Japan Geoscience Union Meeting 2023

Presentation information

[J] Oral

A (Atmospheric and Hydrospheric Sciences ) » A-CC Cryospheric Sciences & Cold District Environment

[A-CC25] Glaciology

Mon. May 22, 2023 9:00 AM - 10:15 AM 103 (International Conference Hall, Makuhari Messe)

convener:Sojiro Sunako(National Research Institute for Earth Science and Disaster Resilience), Tomonori Tanikawa(Meteorological Research Institute, Japan Meteorological Agency), Tatsuya Watanabe(Kitami Institute of Technology), Yukihiko Onuma(Japan Aerospace Exploration Agency), Chairperson:Sojiro Sunako(National Research Institute for Earth Science and Disaster Resilience)

9:45 AM - 10:00 AM

[ACC25-04] Distributions and variations of ground ice from Earth System perspective

★Invited Papers

*Kazuyuki Saito1, Toshio Sone2, Go Iwahana3, Jun'ichi Okuno4, Hirokazu Machiya1 (1.Japan Agency for Marine-Earth Science and Technology, 2.Institute of Low Temperature Science, Hokkaido University, 3.International Arctic Research Center, University of Alaska Fairbanks, 4.National Institute of Polar Research)

Keywords:Ground ice, Earth System, Climatology, Paleoclimatology

Ground ice is a general term for ice below the ground surface.

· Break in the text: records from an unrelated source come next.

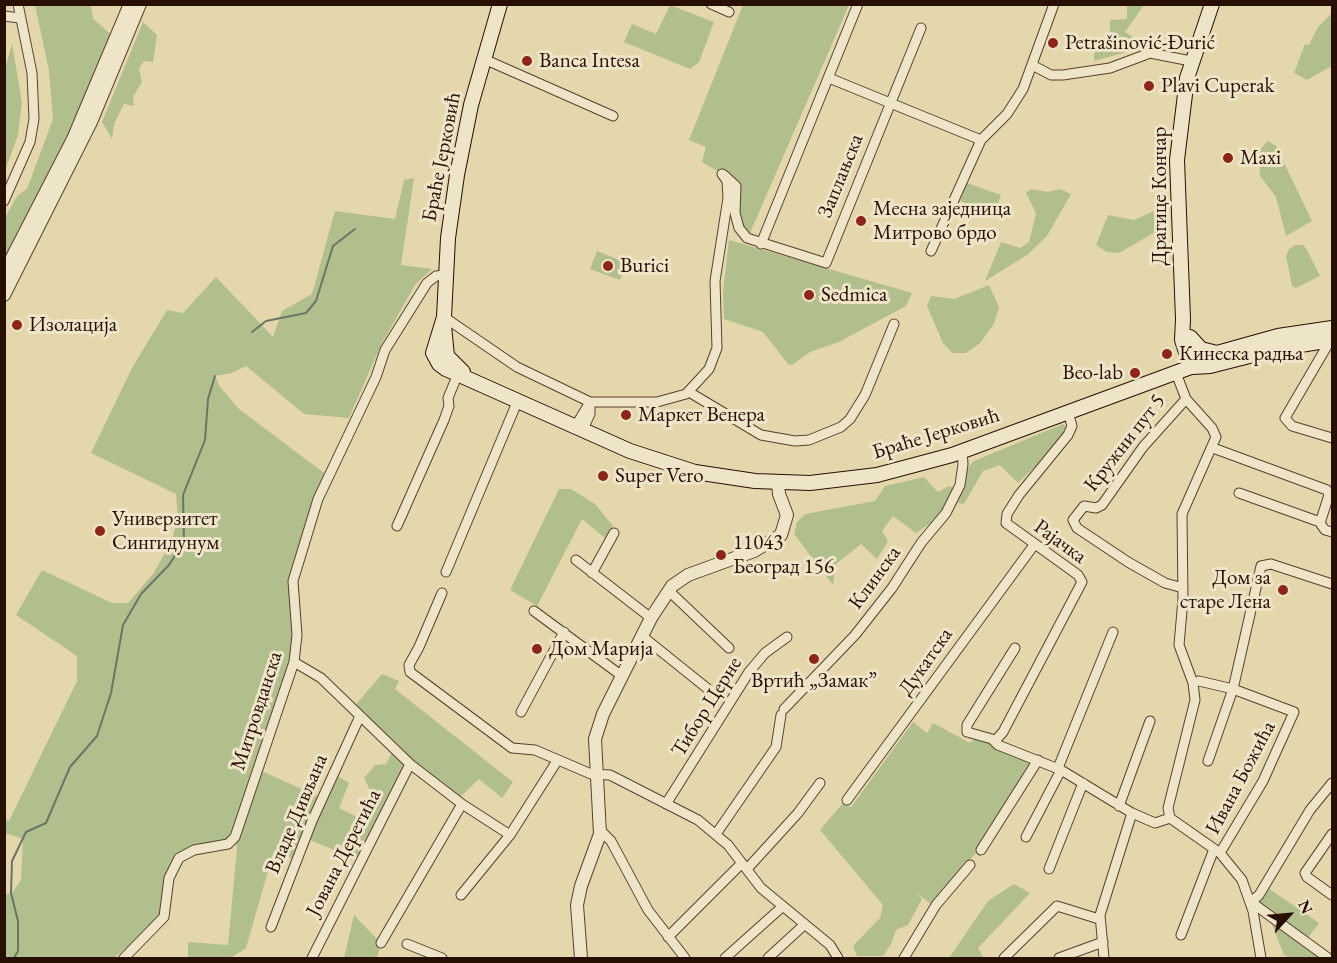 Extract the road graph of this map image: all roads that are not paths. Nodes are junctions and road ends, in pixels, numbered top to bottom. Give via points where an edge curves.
1 (18, 4) edge
2 (130, 4) edge
3 (140, 4) edge
4 (500, 4) edge
5 (711, 4) edge
6 (858, 4) edge
7 (1212, 4) edge
8 (1055, 5) edge
9 (729, 12) dead end
10 (4, 16) edge
11 (20, 18) junction
12 (921, 28) dead end
13 (484, 59) junction
14 (1191, 61) junction
15 (1034, 66) junction
16 (828, 78) junction
17 (890, 103) junction
18 (614, 116) dead end
19 (981, 140) junction
20 (4, 201) edge
21 (761, 244) junction
22 (931, 251) dead end
23 (4, 273) edge
24 (445, 276) junction
25 (4, 295) edge
26 (443, 319) junction
27 (894, 324) dead end
28 (1331, 336) edge
29 (1186, 338) junction
30 (1217, 353) junction
31 (1191, 367) junction
32 (1176, 373) junction
33 (459, 374) junction
34 (474, 379) junction
35 (688, 392) junction
36 (1186, 399) junction
37 (518, 400) junction
38 (590, 402) junction
39 (1068, 412) junction
40 (578, 429) junction
41 (1332, 438) edge
42 (1213, 448) junction
43 (962, 451) junction
44 (778, 483) junction
45 (1239, 493) dead end
46 (1320, 522) junction
47 (396, 526) dead end
48 (1332, 532) edge
49 (614, 533) dead end
50 (1034, 545) junction
51 (576, 560) dead end
52 (446, 572) dead end
53 (592, 573) junction
54 (1332, 584) edge
55 (1183, 588) junction
56 (668, 590) junction
57 (442, 593) dead end
58 (534, 611) dead end
59 (651, 618) junction
60 (564, 632) junction
61 (1113, 632) dead end
62 (642, 636) junction
63 (787, 637) dead end
64 (729, 648) dead end
65 (1016, 648) dead end
66 (294, 662) junction
67 (622, 676) junction
68 (1193, 683) junction
69 (708, 689) dead end
70 (1233, 689) junction
71 (521, 712) dead end
72 (360, 716) junction
73 (1150, 721) dead end
74 (994, 741) junction
75 (1038, 760) junction
76 (557, 761) junction
77 (1208, 761) dead end
78 (410, 764) junction
79 (1059, 769) junction
80 (599, 775) junction
81 (820, 783) dead end
82 (1083, 783) junction
83 (1332, 783) edge
84 (847, 800) dead end
85 (462, 804) junction
86 (666, 804) junction
87 (1119, 806) junction
88 (1132, 813) junction
89 (1170, 818) junction
90 (600, 830) junction
91 (716, 834) junction
92 (1332, 834) edge
93 (510, 835) junction
94 (1026, 837) dead end
95 (981, 850) dead end
96 (1217, 851) junction
97 (970, 865) dead end
98 (744, 866) junction
99 (1049, 869) dead end
100 (461, 895) dead end
101 (1332, 895) edge
102 (1251, 902) junction
103 (782, 907) junction
104 (1099, 920) junction
105 (804, 925) junction
106 (271, 927) dead end
107 (1181, 935) dead end
108 (668, 937) junction
109 (1103, 942) junction
110 (381, 943) dead end
111 (407, 944) dead end
112 (124, 958) edge
113 (312, 958) edge
114 (442, 958) edge
115 (580, 958) edge
116 (685, 958) edge
117 (725, 958) edge
118 (768, 958) edge
119 (838, 958) edge
120 (904, 958) edge
121 (1004, 958) edge
122 (1059, 958) edge
123 (1104, 958) edge
124 (1261, 958) edge
125 (1328, 958) edge

1 - 11 street
2 - 23 street via 73,139
3 - 25 street via 91,122
4 - 13 main road, Браће Јерковић
5 - 9 street
6 - 16 street
7 - 14 main road, Драгице Кончар
8 - 15 street
10 - 11 street
11 - 20 street via 32,73 34,119 30,142
12 - 17 street, Заплањска
13 - 18 street
13 - 24 main road, Браће Јерковић via 457,175
14 - 15 street via 1150,53 1116,67 1056,76
14 - 29 main road, Драгице Кончар via 1180,117 1177,160
15 - 19 street via 1015,104
16 - 17 street
16 - 21 street
17 - 19 street
17 - 21 street, Заплањска via 826,263
19 - 22 street
21 - 35 street via 742,233 735,213 735,186 722,174 729,198 715,281 717,348 709,369
24 - 26 main road, Браће Јерковић
24 - 66 street, Митровданска via 434,277 427,283 385,350 318,500 293,581 297,634
26 - 33 main road, Браће Јерковић via 434,353 439,364
26 - 34 main road, Браће Јерковић via 447,356
26 - 38 street via 517,367
27 - 35 street via 865,395 841,427 826,434 795,441 761,435
28 - 30 main road via 1278,336
28 - 31 main road via 1210,366
28 - 41 street via 1285,418 1292,426
29 - 30 main road via 1201,349
29 - 31 main road, Драгице Кончар
29 - 32 main road
30 - 31 main road
31 - 32 main road, Браће Јерковић
32 - 36 street
32 - 39 main road, Браће Јерковић
33 - 34 main road, Браће Јерковић
33 - 47 street via 448,398 447,412
34 - 37 main road, Браће Јерковић
35 - 38 street via 657,402
36 - 42 street via 1214,431
36 - 55 street, Кружни пут 5 via 1143,447 1100,506 1081,508 1073,520 1077,528 1159,580
37 - 40 main road, Браће Јерковић
37 - 52 street
38 - 40 street via 590,414
39 - 43 main road, Браће Јерковић
39 - 50 street, Рајачка via 1072,426 1068,435 1007,514 1009,528
40 - 44 main road, Браће Јерковић via 648,458 695,472
42 - 46 street via 1327,490 1329,495
42 - 55 street via 1182,514
43 - 44 main road, Браће Јерковић via 877,475
43 - 91 street, Клинска via 960,484 946,513 855,635 783,712 776,747
44 - 56 street via 787,515 779,537 735,559 682,578
45 - 46 street
46 - 48 street
49 - 53 street
50 - 74 street, Рајачка via 1078,575 1082,582 1003,732
50 - 84 street, Дукатска
51 - 53 street
53 - 59 street
54 - 70 street via 1264,564 1259,570
55 - 68 street via 1179,645
56 - 59 street
56 - 64 street
57 - 76 street via 409,670 512,748 535,750
58 - 60 street
59 - 62 street
60 - 67 street
60 - 71 street
61 - 79 street
62 - 67 street
62 - 69 street
63 - 86 street, Тибор Церне via 765,653 749,672
65 - 74 street via 966,727 969,733
66 - 72 street via 321,678
66 - 112 street, Митровданска via 235,837 228,844 194,850 178,858 169,878 164,917
67 - 80 street via 596,735
68 - 70 street, Ивана Божића
68 - 89 street via 1195,704 1168,808
70 - 77 street, Ивана Божића
70 - 96 street, Ивана Божића via 1294,712 1263,781
72 - 78 street
72 - 106 street, Владе Дивљана via 312,821
73 - 87 street
74 - 75 street
75 - 79 street
75 - 95 street
76 - 80 street
76 - 93 street
78 - 85 street
78 - 113 street, Јована Деретића
79 - 82 street
79 - 94 street
80 - 86 street via 610,775
80 - 90 street
81 - 98 street via 798,813
82 - 87 street
82 - 99 street
83 - 102 street
85 - 93 street
85 - 110 street
86 - 91 street
87 - 88 street
88 - 89 street via 1155,823
88 - 104 street
89 - 96 street
90 - 108 street
90 - 115 street via 577,900
91 - 98 street
92 - 101 street via 1305,872 1307,878
93 - 100 street
96 - 102 street via 1242,880
96 - 107 street via 1208,859
97 - 120 street via 936,905
98 - 103 street
98 - 108 street
102 - 124 street
102 - 125 street
103 - 105 street
103 - 117 street
104 - 109 street
104 - 121 street via 1057,906
105 - 118 street
105 - 119 street via 830,945
108 - 116 street
109 - 122 street
109 - 123 street
111 - 114 street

It varies from needle ice in the seasonally frozen ground zone, to ice lenses, to segregated ice and intrusive ice (or pingo ice), and to ice-wedge ice in the permafrost zone. The size and volume of ground ice, its origin, causes and formation processes, duration, and spatial distribution vary widely. The important processes from an Earth System perspective include the heat and water budgets with the atmosphere, effects on groundwater hydrology and river runoff, and landscape changes. Recently, ice-rich permafrost with high soil organic carbon content (Yedoma layer) attracts social attention in relation to the possible generation and additional release of greenhouse gases caused by subsurface organic carbon decomposition, and to the potential damages to industrial and social infrastructure caused by subsidence due to melting (thermokarst).

It is difficult to directly observe the location and measure the three-dimensional structure of subsurface ice because of its sub-surface existence. At the local level, understanding of stratigraphic structure through samples obtained by core drilling is straightforward but limited in number and locations. Electrical sensing and ground-penetrating radar can estimate the spread and depth to some extent, however, extending such observations to a wide area is difficult. The estimation using remotely-sensed observations by airplanes and/or satellites has made great progress in recent years, but it does not directly identify the distribution of existence and reserves, but mainly calculates the volume of subsurface ice melting based on the depth of subsidence in the areas where the land surface was disturbed by wildfires, and indirectly estimates the overall distribution in the surrounding area in combination with topographical information.

There are only limited data available to understand the large-scale distribution and quantity of ground ice. The most widely used large-scale distribution data at present are distribution maps created at the end of the last century by combining geological and geomorphological information with outcrop and cross-sectional surveys in the field, provided at a resolution of 1 or 0.5 degrees latitude and longitude for the Northern Hemisphere. In addition, datasets that capture more detailed ground ice distribution in specific regions, such as the Canadian and Siberian regions, are being created by adding local field observations and geomorphological considerations.

Numerical model experiments and simulations have been conducted to estimate and understand the large-scale dynamics of ground ice. In particular, groundwater hydrology has begun to be implemented as a part of the subsurface hydrological conditions in parallel with the sub-surface temperature conditions, with the improvement and sophistication of global climate models in the 2000s. Since then, the carbon budget in the ecosystem (vegetation), hydrological dynamics and water balance, and the melting and decomposition of stored carbon are also attracting attention these days. The issues of these large-scale models are 1) the formation and loss of excess ice that surpasses the porosity, and its linkage with topographic changes in the vertical direction, 2) the handling of spatial heterogeneity in the horizontal direction, and 3) the identification and implementation of sub-grid side processes, which manifest the scale gap between the spatial scale of the phenomena and the model resolution.

Recently, the authors estimated the present-day distribution of ground ice and soil organic carbon at 2 km resolution by developing and employing a numerical model to estimate the respective temporal changes of ground ice and soil organic carbon in the Arctic Circle since the last interglacial. This presentation introduces ground ice distribution and variations from an Earth system perspective, including these recent findings.